§ Data entries
===

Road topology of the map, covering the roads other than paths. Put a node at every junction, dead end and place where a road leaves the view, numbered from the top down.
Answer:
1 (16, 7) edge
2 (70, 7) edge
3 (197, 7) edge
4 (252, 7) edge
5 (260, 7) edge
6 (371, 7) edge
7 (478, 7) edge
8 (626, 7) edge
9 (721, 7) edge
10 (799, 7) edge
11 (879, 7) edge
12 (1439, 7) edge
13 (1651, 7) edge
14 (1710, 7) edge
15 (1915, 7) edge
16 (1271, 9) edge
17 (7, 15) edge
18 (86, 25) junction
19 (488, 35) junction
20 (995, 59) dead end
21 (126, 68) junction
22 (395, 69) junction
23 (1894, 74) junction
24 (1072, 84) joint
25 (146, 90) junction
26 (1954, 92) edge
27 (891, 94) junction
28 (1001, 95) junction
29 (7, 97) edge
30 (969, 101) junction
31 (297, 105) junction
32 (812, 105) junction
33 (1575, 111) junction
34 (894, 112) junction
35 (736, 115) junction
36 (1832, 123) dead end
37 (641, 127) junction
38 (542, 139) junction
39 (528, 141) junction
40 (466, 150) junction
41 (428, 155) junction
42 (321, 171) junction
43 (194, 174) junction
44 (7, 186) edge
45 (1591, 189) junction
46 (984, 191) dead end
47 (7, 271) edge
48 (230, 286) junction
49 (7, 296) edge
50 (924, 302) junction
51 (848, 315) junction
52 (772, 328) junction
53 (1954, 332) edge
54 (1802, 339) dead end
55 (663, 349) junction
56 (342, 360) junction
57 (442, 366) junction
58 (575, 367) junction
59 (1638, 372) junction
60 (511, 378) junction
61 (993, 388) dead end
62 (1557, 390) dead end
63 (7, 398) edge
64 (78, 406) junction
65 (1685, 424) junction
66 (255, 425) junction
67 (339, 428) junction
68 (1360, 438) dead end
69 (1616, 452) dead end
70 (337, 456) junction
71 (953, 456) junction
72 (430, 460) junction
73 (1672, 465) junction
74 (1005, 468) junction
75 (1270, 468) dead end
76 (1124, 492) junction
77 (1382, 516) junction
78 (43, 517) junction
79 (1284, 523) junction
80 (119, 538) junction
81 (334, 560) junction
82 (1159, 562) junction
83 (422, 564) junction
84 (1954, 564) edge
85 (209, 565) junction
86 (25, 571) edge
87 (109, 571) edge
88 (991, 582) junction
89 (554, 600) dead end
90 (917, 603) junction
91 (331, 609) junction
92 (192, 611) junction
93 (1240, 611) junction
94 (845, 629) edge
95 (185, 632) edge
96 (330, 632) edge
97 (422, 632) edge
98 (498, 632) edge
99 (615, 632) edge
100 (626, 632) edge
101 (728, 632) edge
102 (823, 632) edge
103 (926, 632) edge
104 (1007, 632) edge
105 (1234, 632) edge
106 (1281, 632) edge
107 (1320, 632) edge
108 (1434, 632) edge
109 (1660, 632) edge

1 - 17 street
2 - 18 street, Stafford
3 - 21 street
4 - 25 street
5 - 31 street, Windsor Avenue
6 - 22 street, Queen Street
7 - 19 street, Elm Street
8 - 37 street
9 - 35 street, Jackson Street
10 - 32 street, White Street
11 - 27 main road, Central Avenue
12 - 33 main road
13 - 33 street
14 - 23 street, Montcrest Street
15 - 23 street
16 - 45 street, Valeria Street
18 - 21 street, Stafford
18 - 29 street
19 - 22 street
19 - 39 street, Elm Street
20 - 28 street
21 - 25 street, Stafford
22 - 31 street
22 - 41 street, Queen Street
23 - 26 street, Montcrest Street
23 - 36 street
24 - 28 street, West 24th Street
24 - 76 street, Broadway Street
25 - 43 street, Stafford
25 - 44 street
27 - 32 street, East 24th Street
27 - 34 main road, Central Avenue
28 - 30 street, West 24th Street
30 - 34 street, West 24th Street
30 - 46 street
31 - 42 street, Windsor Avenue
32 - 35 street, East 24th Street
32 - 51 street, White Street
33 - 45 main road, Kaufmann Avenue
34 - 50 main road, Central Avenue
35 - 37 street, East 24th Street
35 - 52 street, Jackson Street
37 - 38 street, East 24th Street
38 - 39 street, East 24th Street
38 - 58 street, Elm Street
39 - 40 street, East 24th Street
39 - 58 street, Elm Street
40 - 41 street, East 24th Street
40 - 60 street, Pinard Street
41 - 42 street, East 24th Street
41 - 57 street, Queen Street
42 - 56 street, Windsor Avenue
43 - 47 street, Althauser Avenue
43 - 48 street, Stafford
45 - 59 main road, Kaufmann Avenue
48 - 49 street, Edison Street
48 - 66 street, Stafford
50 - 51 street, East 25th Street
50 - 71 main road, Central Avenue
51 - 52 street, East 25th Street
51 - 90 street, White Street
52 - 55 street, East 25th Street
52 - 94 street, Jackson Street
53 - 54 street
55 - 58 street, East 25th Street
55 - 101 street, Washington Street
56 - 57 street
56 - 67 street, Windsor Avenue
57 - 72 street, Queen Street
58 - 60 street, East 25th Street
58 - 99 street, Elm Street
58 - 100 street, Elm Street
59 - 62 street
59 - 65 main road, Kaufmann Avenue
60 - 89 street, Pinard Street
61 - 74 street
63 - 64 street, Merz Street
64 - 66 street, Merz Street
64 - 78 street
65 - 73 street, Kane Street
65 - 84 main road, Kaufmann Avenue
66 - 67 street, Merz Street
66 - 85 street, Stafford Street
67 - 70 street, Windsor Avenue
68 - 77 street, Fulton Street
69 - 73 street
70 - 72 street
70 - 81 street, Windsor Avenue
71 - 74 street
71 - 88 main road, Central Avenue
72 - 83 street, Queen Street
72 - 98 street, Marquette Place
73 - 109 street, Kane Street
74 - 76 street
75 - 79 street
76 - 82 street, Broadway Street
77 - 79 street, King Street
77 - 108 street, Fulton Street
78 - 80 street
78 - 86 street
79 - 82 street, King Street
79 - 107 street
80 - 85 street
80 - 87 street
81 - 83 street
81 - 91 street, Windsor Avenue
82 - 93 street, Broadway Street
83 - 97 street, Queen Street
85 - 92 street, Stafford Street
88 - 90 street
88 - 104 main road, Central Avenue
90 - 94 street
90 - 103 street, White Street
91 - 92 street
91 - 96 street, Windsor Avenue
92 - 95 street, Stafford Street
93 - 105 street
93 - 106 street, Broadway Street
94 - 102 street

===

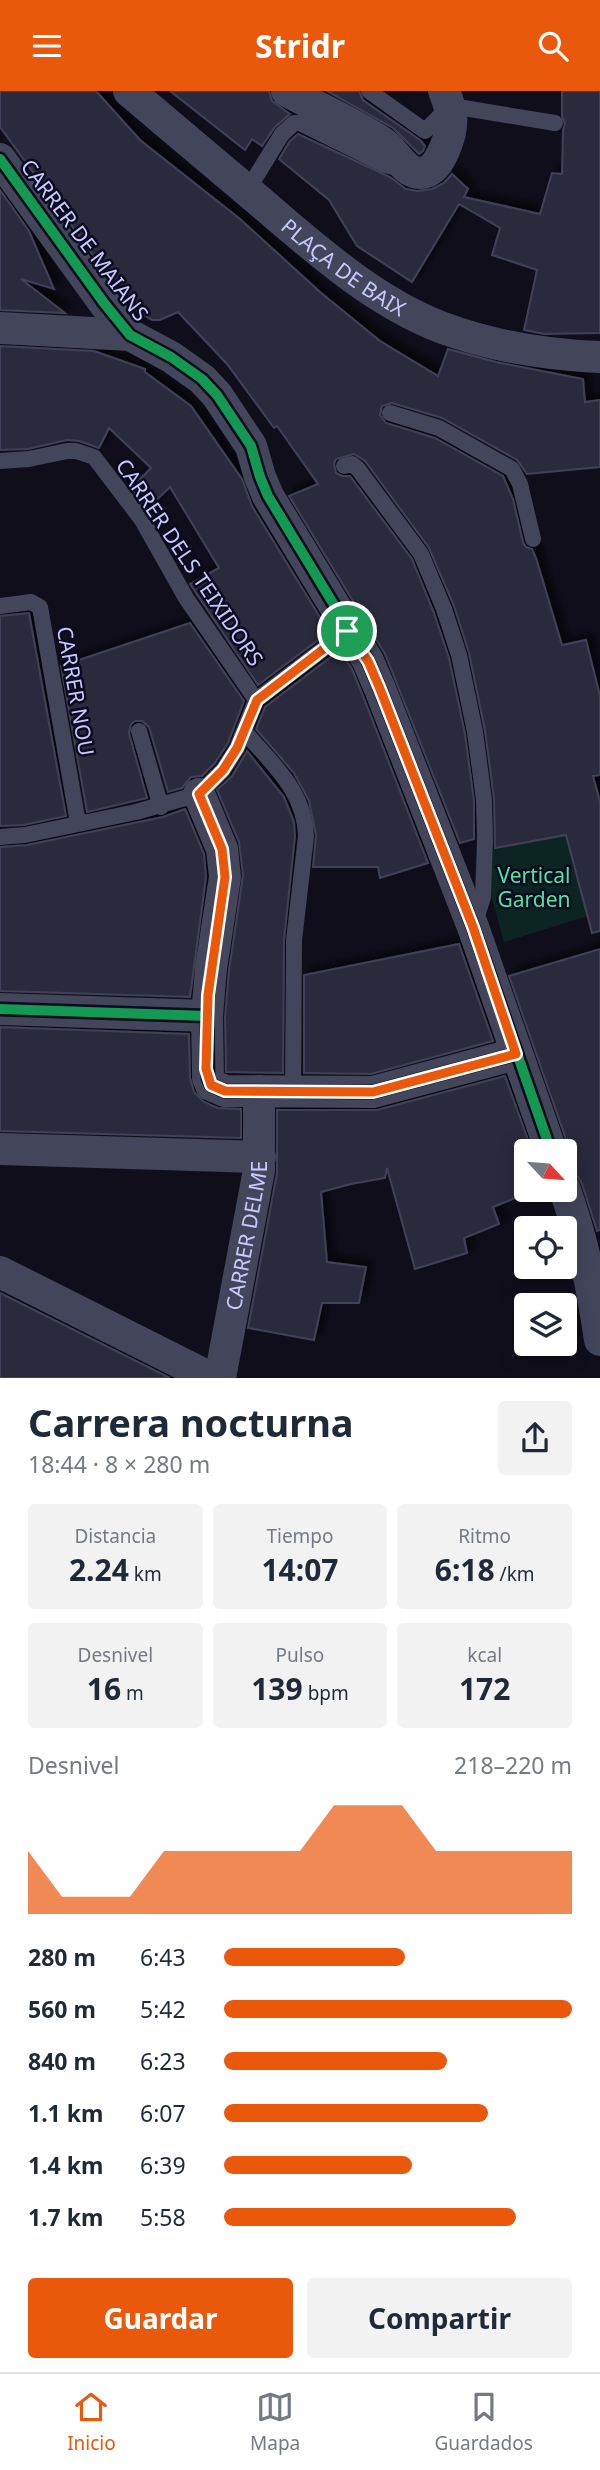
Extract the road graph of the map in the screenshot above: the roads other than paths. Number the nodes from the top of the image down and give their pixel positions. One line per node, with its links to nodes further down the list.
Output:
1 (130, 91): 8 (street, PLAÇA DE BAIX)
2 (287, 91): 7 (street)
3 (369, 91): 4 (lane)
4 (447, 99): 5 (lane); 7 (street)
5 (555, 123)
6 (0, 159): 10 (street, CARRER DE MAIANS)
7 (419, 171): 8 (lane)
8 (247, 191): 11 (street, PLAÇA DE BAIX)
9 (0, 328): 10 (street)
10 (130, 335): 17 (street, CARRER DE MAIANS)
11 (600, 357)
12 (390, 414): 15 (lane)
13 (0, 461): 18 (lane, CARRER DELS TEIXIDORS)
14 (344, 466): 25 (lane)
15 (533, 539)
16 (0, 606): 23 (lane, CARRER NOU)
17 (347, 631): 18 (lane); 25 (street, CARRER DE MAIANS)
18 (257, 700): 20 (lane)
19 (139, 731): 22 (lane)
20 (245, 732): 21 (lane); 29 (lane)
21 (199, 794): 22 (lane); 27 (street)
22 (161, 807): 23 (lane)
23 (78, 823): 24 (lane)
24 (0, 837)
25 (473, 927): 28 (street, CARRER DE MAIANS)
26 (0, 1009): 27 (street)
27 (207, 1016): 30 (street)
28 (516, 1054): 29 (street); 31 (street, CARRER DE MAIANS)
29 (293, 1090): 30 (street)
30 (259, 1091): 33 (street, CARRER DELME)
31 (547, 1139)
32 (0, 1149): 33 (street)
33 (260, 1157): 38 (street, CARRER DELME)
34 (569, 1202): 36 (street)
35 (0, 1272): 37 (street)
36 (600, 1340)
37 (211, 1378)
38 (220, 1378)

===

Compute the number of lines above that contain the string "Queen". Reply with that value only.

6